◆ WHAT YOU WILL DO: Should pictures appear among the records, leave them out, and copy exactly only the lines from the first through the one with "0 2px,transparent 0", inclusive.

Source records:
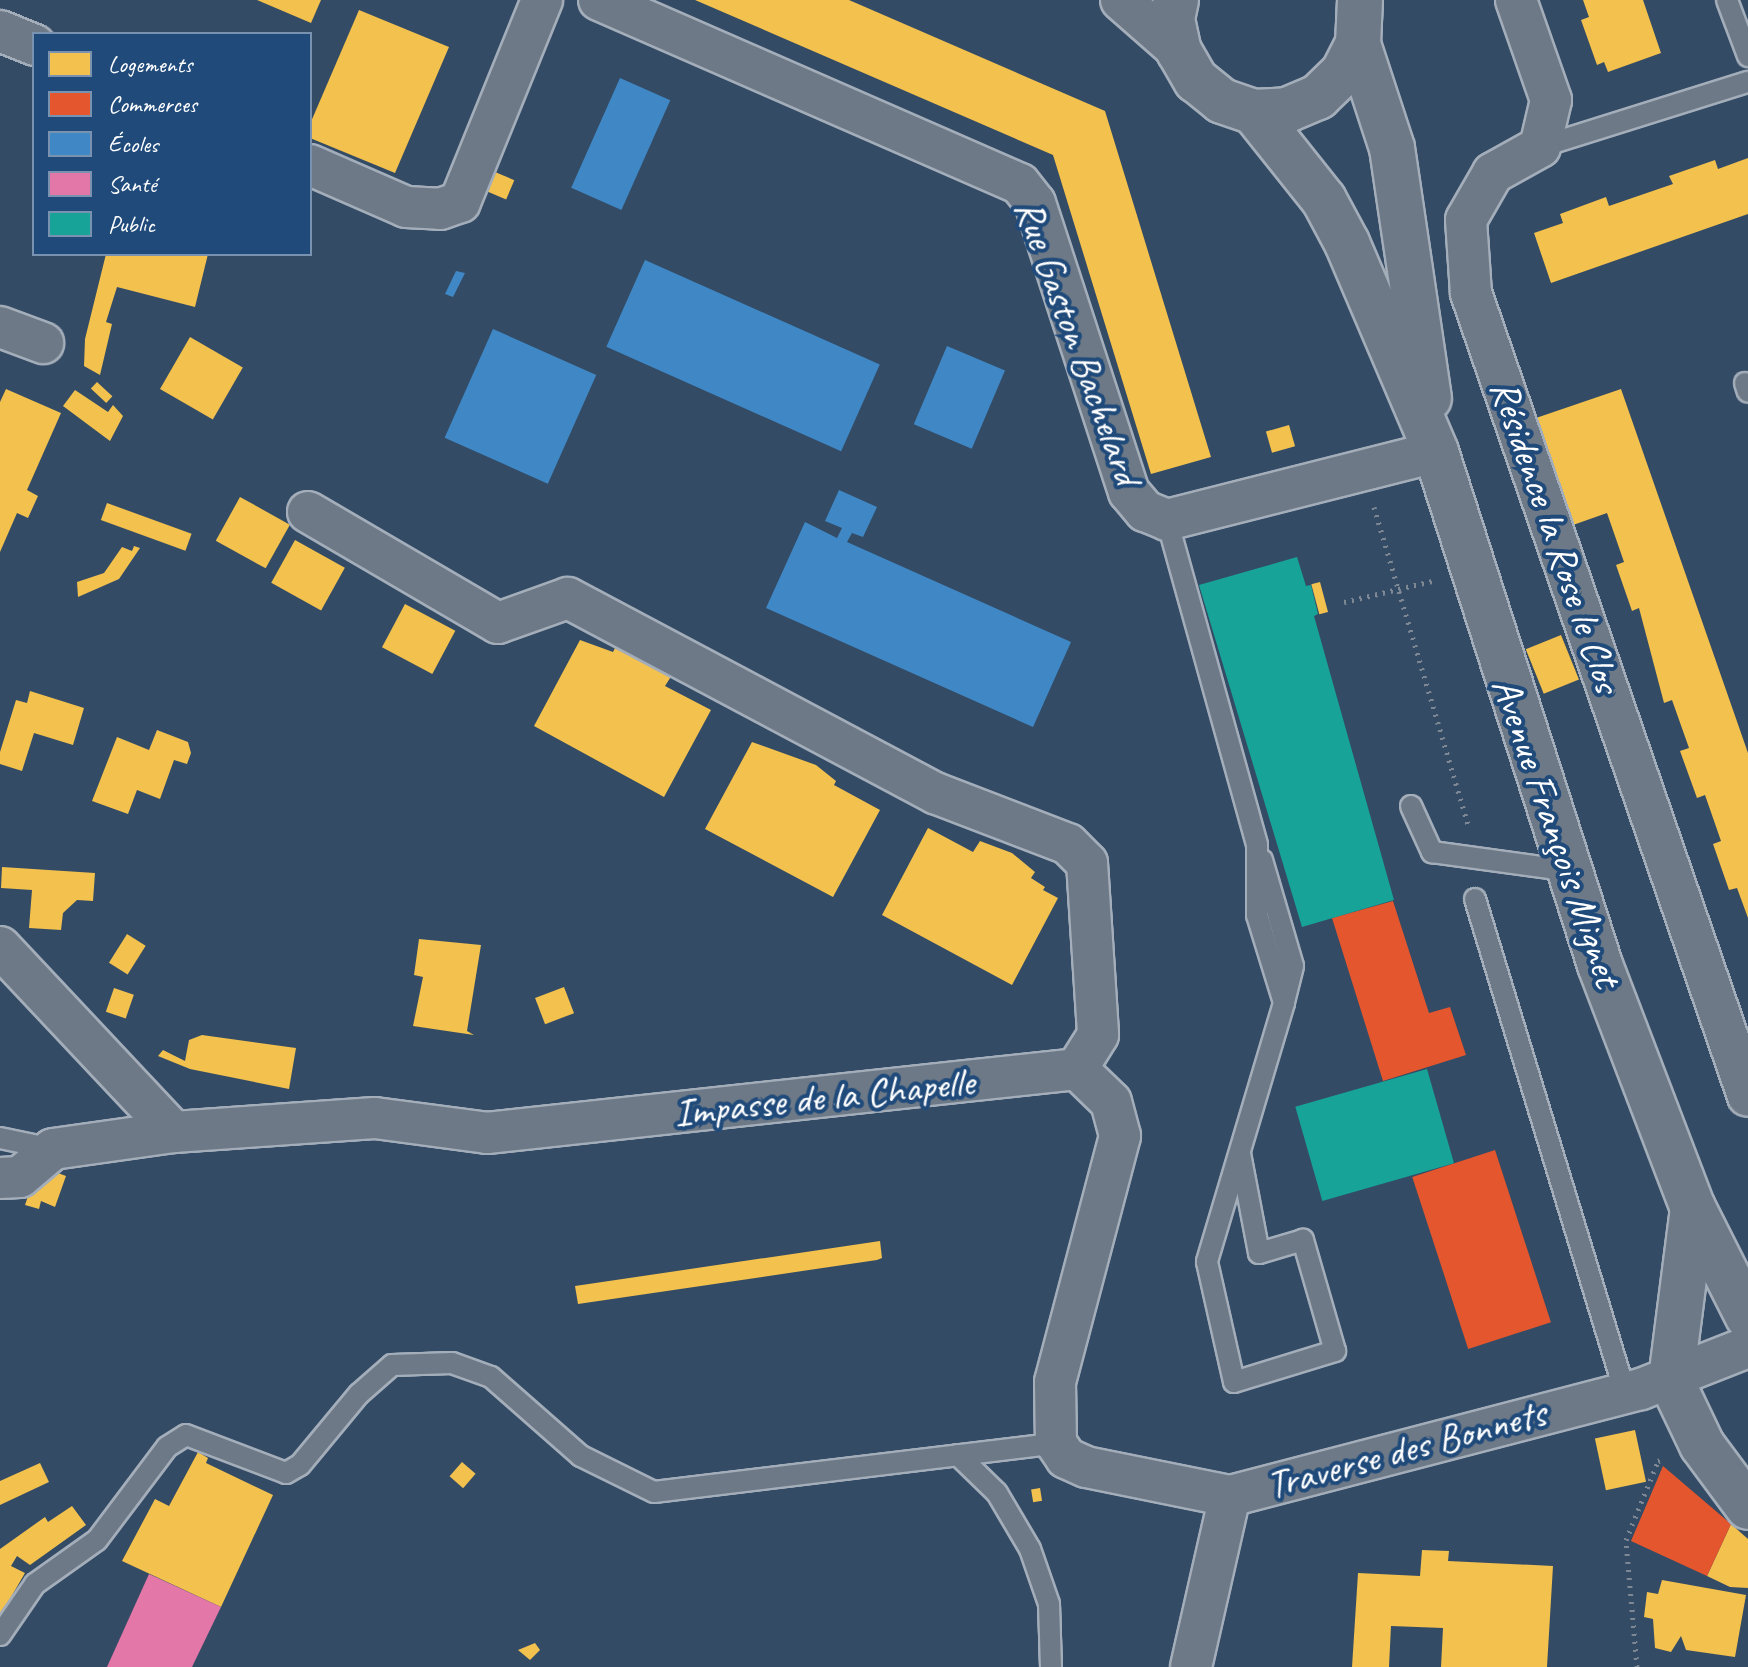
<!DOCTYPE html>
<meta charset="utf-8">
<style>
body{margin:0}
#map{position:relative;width:1748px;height:1667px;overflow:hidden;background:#344b65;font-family:Caveat,sans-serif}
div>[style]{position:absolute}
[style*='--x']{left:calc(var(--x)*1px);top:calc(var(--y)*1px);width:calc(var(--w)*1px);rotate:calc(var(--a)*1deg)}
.homes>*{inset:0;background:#f2c14e;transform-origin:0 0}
.shops>*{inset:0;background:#e4572e;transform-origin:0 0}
.schools>*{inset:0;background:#3f88c5;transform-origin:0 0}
.health>*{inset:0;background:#e377a8}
.public>*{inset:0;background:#17a398;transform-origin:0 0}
.path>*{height:5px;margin-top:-2.5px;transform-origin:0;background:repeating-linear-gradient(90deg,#7e8895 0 2px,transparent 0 8px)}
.roads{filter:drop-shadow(2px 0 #a4aeba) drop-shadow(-2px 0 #a4aeba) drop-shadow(0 2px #a4aeba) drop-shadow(0 -2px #a4aeba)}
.service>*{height:20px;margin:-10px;padding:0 10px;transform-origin:10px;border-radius:10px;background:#6d7986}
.minor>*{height:40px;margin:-20px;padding:0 20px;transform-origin:20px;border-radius:20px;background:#6d7986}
.tertiary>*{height:44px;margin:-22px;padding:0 22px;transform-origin:22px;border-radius:22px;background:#6d7986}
span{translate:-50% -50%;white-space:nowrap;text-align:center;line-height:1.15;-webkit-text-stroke:8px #1f4a7a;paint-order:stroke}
.street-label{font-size:40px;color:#fff}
.legend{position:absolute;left:32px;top:32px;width:280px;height:224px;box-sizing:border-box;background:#1f4a7a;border:2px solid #7992af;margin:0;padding:10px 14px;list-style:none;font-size:24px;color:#fff}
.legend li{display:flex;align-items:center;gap:16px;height:40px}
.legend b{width:40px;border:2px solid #7992af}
</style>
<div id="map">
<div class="homes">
<i style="clip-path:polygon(257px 0,321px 0,311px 23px)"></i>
<i style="clip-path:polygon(695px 0,849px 0,1105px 111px,1211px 457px,1151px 474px,1053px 155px)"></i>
<i style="clip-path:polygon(1583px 0,1643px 0,1661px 53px,1608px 72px,1604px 62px,1597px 65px,1581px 20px,1589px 17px)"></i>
<i style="clip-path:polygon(359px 10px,449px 47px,395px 173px,310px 138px,310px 124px)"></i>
<i style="clip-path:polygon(1748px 158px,1748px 214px,1551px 283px,1534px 233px,1563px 223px,1560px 214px,1606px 197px,1609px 206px,1638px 196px,1673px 184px,1669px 176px,1715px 160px,1718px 169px)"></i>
<i style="left:495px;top:172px;width:21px;height:21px;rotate:23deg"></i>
<i style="clip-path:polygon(106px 254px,208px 254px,195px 307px,117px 287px,106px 322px,112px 324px,100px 375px,84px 366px,85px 339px)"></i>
<i style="left:190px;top:337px;width:61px;height:60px;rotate:30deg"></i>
<i style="left:97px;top:382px;width:21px;height:9px;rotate:43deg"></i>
<i style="clip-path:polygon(6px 389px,61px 413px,27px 490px,38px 496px,28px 518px,17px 513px,0 552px,0 402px)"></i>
<i style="clip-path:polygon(1621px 389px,1748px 753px,1748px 918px,1737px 888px,1729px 890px,1713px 844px,1721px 841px,1705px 795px,1697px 798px,1680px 751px,1689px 748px,1672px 700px,1664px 703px,1639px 608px,1632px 611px,1616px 565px,1624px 562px,1607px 513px,1573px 525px,1536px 418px)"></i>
<i style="clip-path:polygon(75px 390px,108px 412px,113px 405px,123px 416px,110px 441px,63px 406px)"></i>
<i style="left:1289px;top:425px;width:22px;height:24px;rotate:74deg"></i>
<i style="left:240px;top:497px;width:57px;height:50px;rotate:29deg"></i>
<i style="left:107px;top:503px;width:90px;height:18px;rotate:20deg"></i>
<i style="left:295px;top:540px;width:57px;height:49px;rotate:29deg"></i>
<i style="clip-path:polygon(134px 546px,140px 548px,119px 579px,78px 597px,77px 582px,104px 573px,122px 547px,132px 551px)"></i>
<i style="left:1320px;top:582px;width:31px;height:9px;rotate:75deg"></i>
<i style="left:405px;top:604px;width:57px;height:49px;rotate:28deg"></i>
<i style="left:1561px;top:635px;width:48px;height:38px;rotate:68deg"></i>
<i style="clip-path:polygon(580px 640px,613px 652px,616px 646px,672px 675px,665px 686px,711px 710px,664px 797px,534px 726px)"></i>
<i style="clip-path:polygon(30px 691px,84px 708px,73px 745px,34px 733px,22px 771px,0 764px,0 752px,16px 700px,27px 703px)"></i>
<i style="clip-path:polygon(157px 730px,188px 742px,191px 753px,187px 764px,174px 760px,160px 799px,137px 790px,128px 814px,92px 801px,117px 737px,149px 750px)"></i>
<i style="clip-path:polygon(752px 742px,816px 765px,836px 781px,834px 785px,880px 810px,833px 897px,705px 829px)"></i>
<i style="clip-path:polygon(928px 828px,973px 852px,980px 841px,1012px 853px,1035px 872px,1031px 878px,1045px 887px,1043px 890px,1058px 898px,1012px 985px,882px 915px)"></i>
<i style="clip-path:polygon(2px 867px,95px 873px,93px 901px,77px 900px,63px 913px,61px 930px,29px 928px,32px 890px,1px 888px)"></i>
<i style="left:127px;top:934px;width:22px;height:34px;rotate:32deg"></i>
<i style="clip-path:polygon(419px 939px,481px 945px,467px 1031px,474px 1035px,413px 1026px,423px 977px,414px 975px)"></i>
<i style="left:564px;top:987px;width:28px;height:31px;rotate:69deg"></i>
<i style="left:114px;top:988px;width:21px;height:25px;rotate:19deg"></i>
<i style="clip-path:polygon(202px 1035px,296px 1048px,289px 1089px,190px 1069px,158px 1056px,163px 1050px,185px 1061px,189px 1040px)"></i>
<i style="clip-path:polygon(50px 1170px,66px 1176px,55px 1207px,41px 1201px,39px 1209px,25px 1205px,34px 1178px,47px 1182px)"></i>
<i style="clip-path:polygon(880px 1241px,882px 1258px,877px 1260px,578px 1304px,575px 1286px)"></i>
<i style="left:1635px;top:1430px;width:53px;height:41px;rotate:78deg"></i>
<i style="clip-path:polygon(198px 1452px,208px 1458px,206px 1463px,273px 1495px,221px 1607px,122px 1561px,155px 1499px,169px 1506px)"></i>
<i style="left:462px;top:1462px;width:18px;height:19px;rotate:41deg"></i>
<i style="clip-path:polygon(40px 1463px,49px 1482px,0 1505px,0 1481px)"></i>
<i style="left:1040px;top:1488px;width:13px;height:9px;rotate:81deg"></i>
<i style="clip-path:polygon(72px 1506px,86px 1525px,30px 1565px,17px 1556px,11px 1566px,25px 1573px,0 1616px,0 1549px,45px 1517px,48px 1522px)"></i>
<i style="clip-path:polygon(1731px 1524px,1748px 1539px,1748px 1588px,1730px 1587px,1707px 1576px)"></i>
<i style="clip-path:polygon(1422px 1550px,1449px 1551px,1448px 1561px,1553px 1566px,1547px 1667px,1441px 1667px,1443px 1628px,1391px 1626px,1389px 1667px,1352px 1667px,1358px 1573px,1420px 1576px)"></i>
<i style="clip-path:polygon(1662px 1580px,1746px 1595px,1735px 1657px,1686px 1650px,1681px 1636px,1671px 1652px,1655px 1648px,1653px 1619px,1644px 1617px,1647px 1592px,1658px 1594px)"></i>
<i style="clip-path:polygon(535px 1643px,540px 1650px,530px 1660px,518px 1650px)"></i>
</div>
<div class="shops">
<i style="clip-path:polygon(1393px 901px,1429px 1013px,1450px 1007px,1466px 1055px,1383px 1081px,1332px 918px)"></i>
<i style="left:1495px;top:1150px;width:181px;height:87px;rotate:72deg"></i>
<i style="clip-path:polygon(1663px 1466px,1731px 1524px,1707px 1576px,1631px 1541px)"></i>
</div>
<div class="schools">
<i style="left:620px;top:78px;width:55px;height:120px;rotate:24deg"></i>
<i style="left:645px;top:260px;width:257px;height:95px;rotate:24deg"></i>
<i style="clip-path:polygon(456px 271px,465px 273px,453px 297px,445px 294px)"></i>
<i style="left:493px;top:329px;width:113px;height:119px;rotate:24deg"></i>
<i style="left:947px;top:346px;width:63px;height:85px;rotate:23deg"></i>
<i style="clip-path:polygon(839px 490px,877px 507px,863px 537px,852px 533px,847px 542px,1071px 642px,1033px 727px,766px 608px,805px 522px,837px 538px,842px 528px,825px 521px)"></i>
</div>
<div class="health">
<i style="clip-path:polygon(149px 1574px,221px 1607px,192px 1667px,107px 1667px)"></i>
</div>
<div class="public">
<i style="clip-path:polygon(1297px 557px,1306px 586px,1311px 585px,1318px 614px,1314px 616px,1394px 900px,1302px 927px,1199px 585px)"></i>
<i style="left:1427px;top:1069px;width:98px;height:137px;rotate:74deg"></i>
</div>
<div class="path">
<i style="--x:1374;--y:507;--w:335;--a:73.5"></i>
<i style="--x:1344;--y:602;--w:95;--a:-13.4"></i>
<i style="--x:1637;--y:1667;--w:127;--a:-95"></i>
<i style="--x:1626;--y:1540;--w:85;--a:-67.9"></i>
<i style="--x:1658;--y:1461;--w:6;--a:-18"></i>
</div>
<div class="roads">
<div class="service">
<i style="--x:1727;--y:0;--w:60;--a:69.4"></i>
<i style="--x:1540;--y:147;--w:218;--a:-17.4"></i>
<i style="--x:1745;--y:383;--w:9;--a:72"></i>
<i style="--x:1167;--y:520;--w:337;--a:74.5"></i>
<i style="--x:1257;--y:845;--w:70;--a:90"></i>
<i style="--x:1257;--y:915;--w:92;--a:72.9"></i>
<i style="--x:1284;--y:1003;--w:270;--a:106.6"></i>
<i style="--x:1207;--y:1262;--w:123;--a:77.3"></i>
<i style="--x:1234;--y:1382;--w:106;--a:-17.1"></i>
<i style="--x:1335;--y:1351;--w:116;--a:-106.1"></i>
<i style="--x:1303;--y:1240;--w:46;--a:163.5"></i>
<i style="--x:1259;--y:1253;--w:102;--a:-100.8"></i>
<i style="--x:1411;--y:806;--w:51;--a:65.5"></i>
<i style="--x:1432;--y:852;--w:139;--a:7.8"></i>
<i style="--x:1262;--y:860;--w:110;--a:73.7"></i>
<i style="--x:1293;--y:966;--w:38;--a:104"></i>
<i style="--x:1475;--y:899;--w:515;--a:73.08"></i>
<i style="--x:0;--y:1138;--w:54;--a:11.7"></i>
<i style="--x:958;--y:1455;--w:54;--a:44.3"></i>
<i style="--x:997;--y:1493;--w:65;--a:59.5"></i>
<i style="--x:1030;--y:1549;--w:58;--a:70.9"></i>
<i style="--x:1049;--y:1604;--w:63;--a:88.2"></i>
<i style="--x:0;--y:1635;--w:62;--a:-55.5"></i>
<i style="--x:35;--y:1584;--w:76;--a:-35.4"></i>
<i style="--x:97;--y:1540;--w:116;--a:-53"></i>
<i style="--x:167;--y:1447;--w:22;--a:-32"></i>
<i style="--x:186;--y:1435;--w:107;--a:20.8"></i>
<i style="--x:286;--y:1473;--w:16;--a:-30"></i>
<i style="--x:300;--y:1465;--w:92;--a:-50.3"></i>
<i style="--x:359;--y:1394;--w:44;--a:-41.3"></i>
<i style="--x:392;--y:1365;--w:60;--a:-1.9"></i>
<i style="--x:452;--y:1363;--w:41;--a:19.7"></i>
<i style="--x:491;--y:1377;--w:120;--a:41.3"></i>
<i style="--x:581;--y:1456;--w:81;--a:26.3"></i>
<i style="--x:654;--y:1492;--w:405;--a:-6.9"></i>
</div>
<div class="minor">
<i style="--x:599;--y:0;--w:459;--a:23.6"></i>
<i style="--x:1020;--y:184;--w:24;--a:52"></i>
<i style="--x:1035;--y:203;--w:304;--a:72"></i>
<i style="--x:1129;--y:492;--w:25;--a:50"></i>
<i style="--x:1145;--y:511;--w:24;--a:22"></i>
<i style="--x:1167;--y:520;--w:277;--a:-14.2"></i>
<i style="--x:1121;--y:0;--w:77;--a:41.3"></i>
<i style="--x:1516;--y:0;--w:106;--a:70.7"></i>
<i style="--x:1551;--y:100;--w:48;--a:103.2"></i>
<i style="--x:1540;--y:147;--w:54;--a:151"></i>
<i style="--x:1493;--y:173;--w:54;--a:119.9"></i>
<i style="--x:1466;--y:220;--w:73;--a:86.1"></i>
<i style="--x:1471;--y:293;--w:849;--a:70.97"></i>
<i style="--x:0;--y:31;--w:37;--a:22"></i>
<i style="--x:310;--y:165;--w:105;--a:23.6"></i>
<i style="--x:406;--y:207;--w:34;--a:3"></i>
<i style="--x:440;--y:209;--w:21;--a:-19"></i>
<i style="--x:460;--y:202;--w:218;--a:-67.9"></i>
<i style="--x:0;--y:327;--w:46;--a:20.4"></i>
<i style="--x:308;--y:512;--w:220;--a:30.3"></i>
<i style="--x:498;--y:623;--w:74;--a:-19.7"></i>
<i style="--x:568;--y:598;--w:416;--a:28"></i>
<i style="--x:935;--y:793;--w:142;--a:21"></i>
<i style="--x:1068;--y:844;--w:27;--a:45"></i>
<i style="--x:1087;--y:863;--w:172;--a:86.3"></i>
<i style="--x:1098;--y:1035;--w:40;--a:122"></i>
<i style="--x:0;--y:947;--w:254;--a:46.8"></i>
<i style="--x:0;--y:1178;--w:20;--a:-3"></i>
<i style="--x:20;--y:1177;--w:43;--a:-40.3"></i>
<i style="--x:53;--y:1149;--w:122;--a:-8"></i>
<i style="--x:174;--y:1132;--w:201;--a:-4"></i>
<i style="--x:375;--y:1118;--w:113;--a:7.6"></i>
<i style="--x:487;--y:1133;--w:593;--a:-6.19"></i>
<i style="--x:1077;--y:1069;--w:47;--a:44.1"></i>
<i style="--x:1111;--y:1102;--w:35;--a:75"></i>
<i style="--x:1120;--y:1136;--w:254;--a:104.8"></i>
<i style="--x:1055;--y:1382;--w:61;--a:89.1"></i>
<i style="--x:1056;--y:1443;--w:18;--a:56"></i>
<i style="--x:1066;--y:1458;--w:22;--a:24"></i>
<i style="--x:1086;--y:1467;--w:147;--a:11.4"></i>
<i style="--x:1230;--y:1496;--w:425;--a:-14.6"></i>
<i style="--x:1641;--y:1389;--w:115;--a:-21.4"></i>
<i style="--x:1191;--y:1667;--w:175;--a:-77.2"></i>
</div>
<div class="tertiary">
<i style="--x:1176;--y:0;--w:19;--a:102"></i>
<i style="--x:1172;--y:19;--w:33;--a:78"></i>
<i style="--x:1179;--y:51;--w:34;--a:60"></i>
<i style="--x:1196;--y:80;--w:33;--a:39"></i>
<i style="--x:1222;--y:101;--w:34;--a:19"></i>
<i style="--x:1254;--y:112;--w:33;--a:-3"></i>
<i style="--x:1287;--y:110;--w:34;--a:-23"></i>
<i style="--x:1318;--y:97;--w:35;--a:-44"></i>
<i style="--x:1343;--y:73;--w:33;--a:-63"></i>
<i style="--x:1358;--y:44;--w:44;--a:-87.4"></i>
<i style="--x:1358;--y:44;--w:109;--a:71.9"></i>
<i style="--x:1392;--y:148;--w:253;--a:81.6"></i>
<i style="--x:1254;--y:112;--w:112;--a:51.5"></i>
<i style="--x:1324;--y:200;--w:49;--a:61.9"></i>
<i style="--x:1347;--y:243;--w:227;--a:66.9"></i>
<i style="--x:1436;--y:452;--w:539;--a:72.27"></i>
<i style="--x:1600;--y:965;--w:260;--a:69.1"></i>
<i style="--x:1693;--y:1208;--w:122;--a:63.2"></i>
<i style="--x:1693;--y:1208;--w:173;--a:97.3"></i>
<i style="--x:1671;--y:1380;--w:72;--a:64.5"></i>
<i style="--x:1702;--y:1445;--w:77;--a:53.4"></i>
</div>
</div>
<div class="street-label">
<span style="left:1078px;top:342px;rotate:70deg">Rue Gaston Bachelard</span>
<span style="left:1556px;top:536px;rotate:71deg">Résidence la Rose le Clos</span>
<span style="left:1557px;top:832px;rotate:71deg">Avenue François Mignet</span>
<span style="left:824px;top:1097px;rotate:-6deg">Impasse de la Chapelle</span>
<span style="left:1406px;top:1449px;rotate:-15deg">Traverse des Bonnets</span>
</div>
<ul class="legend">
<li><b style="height:22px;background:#f2c14e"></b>Logements</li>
<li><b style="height:22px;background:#e4572e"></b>Commerces</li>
<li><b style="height:22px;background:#3f88c5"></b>Écoles</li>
<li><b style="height:22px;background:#e377a8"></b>Santé</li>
<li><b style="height:22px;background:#17a398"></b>Public</li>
</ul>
</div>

◆ THE COMPLETED TASK:
<!DOCTYPE html>
<meta charset="utf-8">
<style>
body{margin:0}
#map{position:relative;width:1748px;height:1667px;overflow:hidden;background:#344b65;font-family:Caveat,sans-serif}
div>[style]{position:absolute}
[style*='--x']{left:calc(var(--x)*1px);top:calc(var(--y)*1px);width:calc(var(--w)*1px);rotate:calc(var(--a)*1deg)}
.homes>*{inset:0;background:#f2c14e;transform-origin:0 0}
.shops>*{inset:0;background:#e4572e;transform-origin:0 0}
.schools>*{inset:0;background:#3f88c5;transform-origin:0 0}
.health>*{inset:0;background:#e377a8}
.public>*{inset:0;background:#17a398;transform-origin:0 0}
.path>*{height:5px;margin-top:-2.5px;transform-origin:0;background:repeating-linear-gradient(90deg,#7e8895 0 2px,transparent 0 8px)}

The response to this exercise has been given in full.